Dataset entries

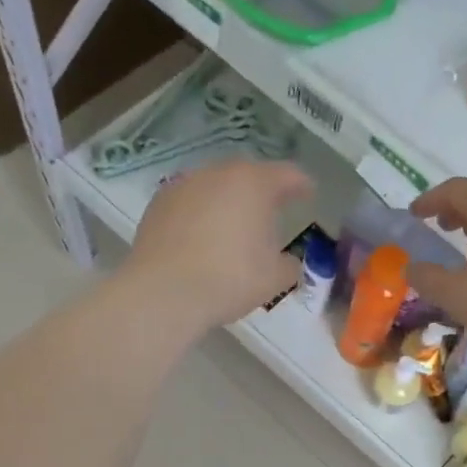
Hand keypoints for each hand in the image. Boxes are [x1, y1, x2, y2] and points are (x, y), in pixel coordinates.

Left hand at [123, 158, 313, 334]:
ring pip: (215, 187)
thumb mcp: (275, 278)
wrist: (163, 292)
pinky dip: (200, 214)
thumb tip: (289, 262)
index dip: (302, 185)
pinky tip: (202, 237)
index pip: (287, 175)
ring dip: (228, 201)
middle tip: (272, 211)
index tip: (309, 194)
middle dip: (261, 191)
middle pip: (247, 176)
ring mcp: (183, 186)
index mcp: (253, 183)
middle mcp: (217, 174)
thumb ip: (290, 265)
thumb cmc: (230, 279)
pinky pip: (189, 204)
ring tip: (234, 226)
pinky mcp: (157, 205)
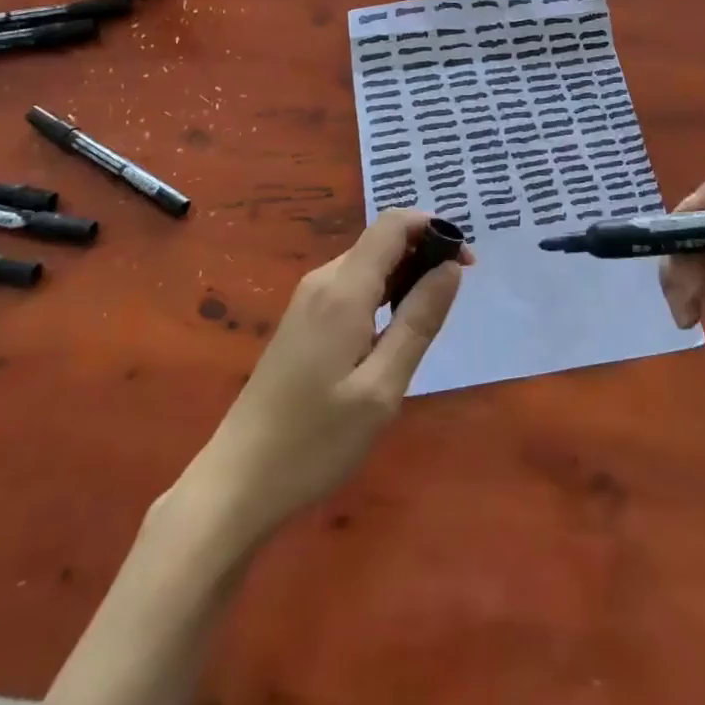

Required action — Whenever a line in the entries holds the word "index", copy that line.

Exercise solution —
index dip: (302, 185)
index pip: (287, 175)
index tip: (309, 194)
index mcp: (253, 183)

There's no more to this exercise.